Abstract: with the Semantic Tagger, you can use Python Multilingual Ucrel Semantic Analysis System (PyMUSAS) to tag your text so you can extract token level semantic tags from the tagged text. PyMUSAS, is a rule based token and Multi Word Expression (MWE) semantic tagger. The tagger can support any semantic tagset, however the currently released tagset is for the UCREL Semantic Analysis System (USAS) semantic tags.
In addition to the USAS tags, you will also see the lemmas and Part-of-Speech (POS) tags in the text. For English, the tagger also identifies and tags Multi Word Expressions (MWE), i.e., expressions formed by two or more words that behave like a unit such as 'South Australia'.
For instructions on how to use the Semantic Tagger, please refer to the Semantic Tagger User Guide.

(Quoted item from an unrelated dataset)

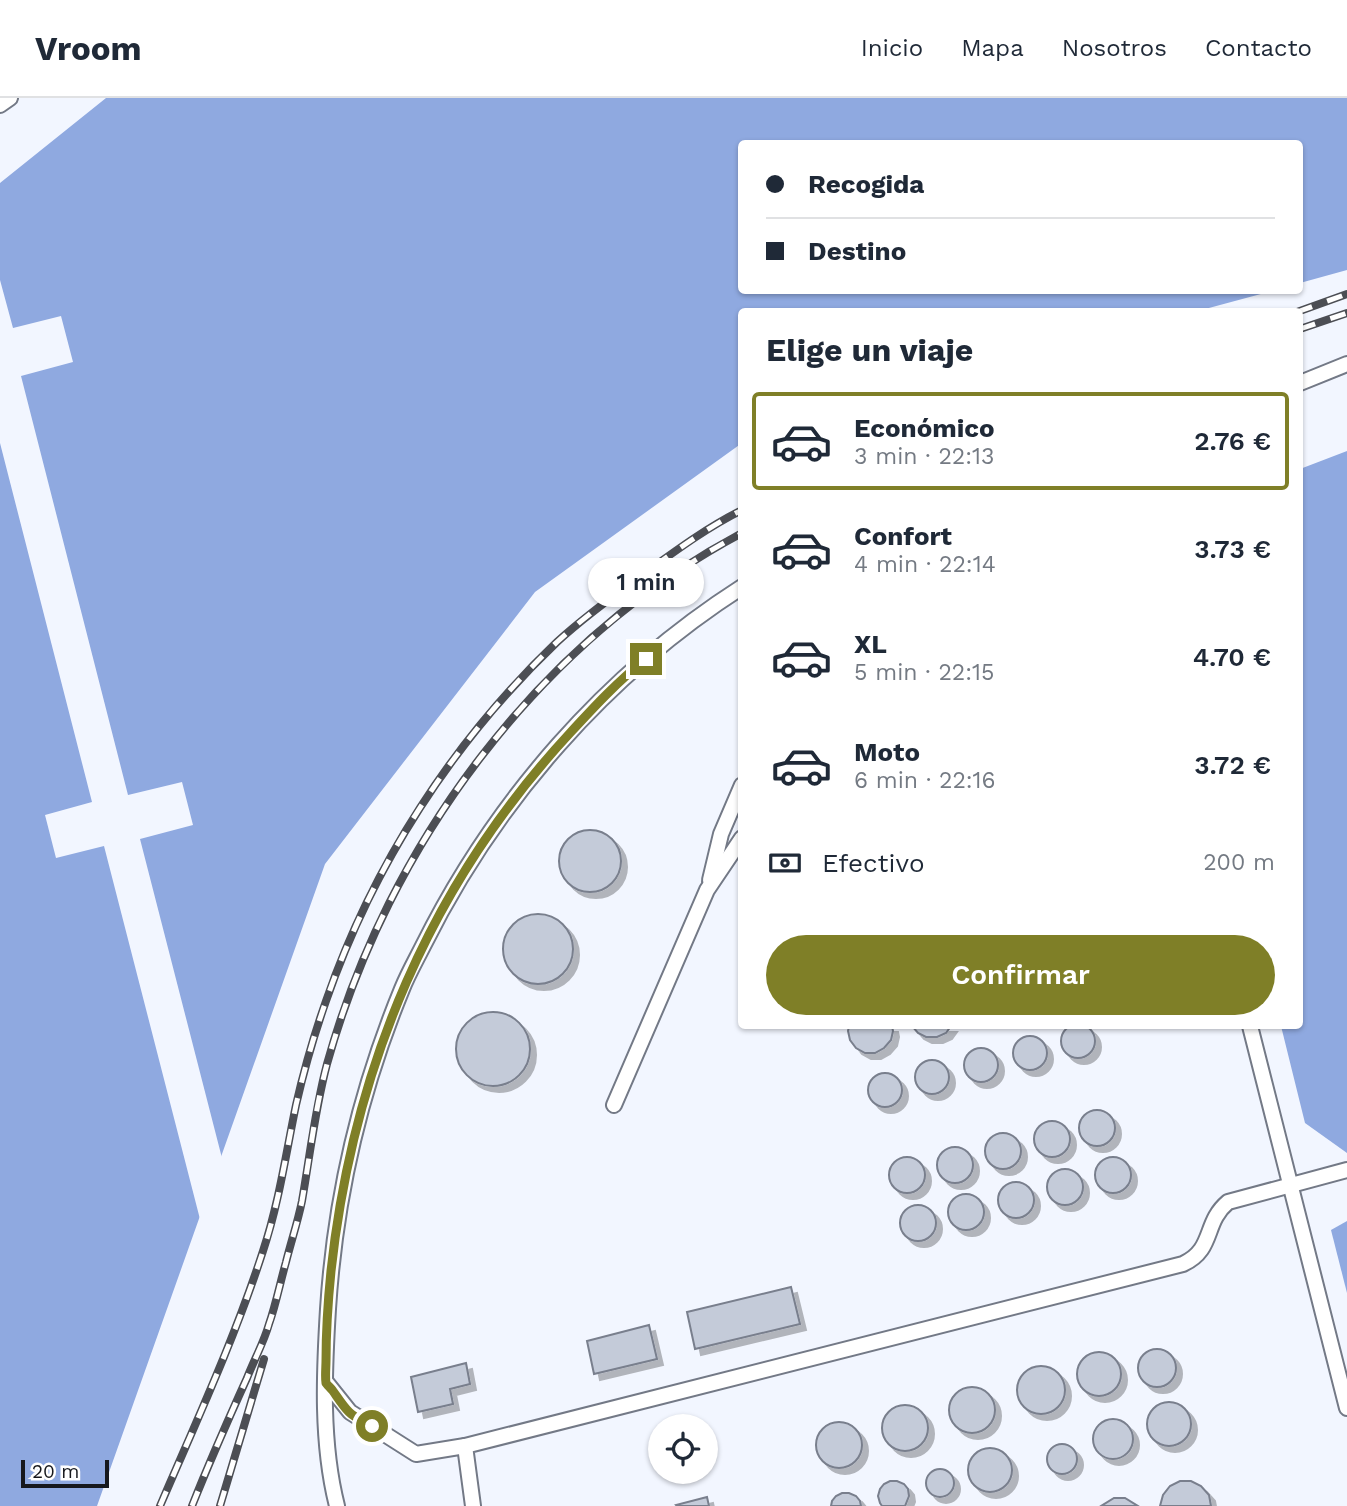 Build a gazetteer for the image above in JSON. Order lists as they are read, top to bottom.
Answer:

This tool has been designed for use with minimal setup from users. You are able to run it in the cloud and any dependencies with other packages will be installed for you automatically. In order to launch and use the tool, you just need to click the below icon.
Note: CILogon authentication is required. You can use your institutional, Google or Microsoft account to login. If you have trouble authenticating, please refer to the CILogon troubleshooting guide.
If you do not have access to any of the above accounts, you can use the below link to access the tool (this is a free Binder version, limited to 2GB memory only).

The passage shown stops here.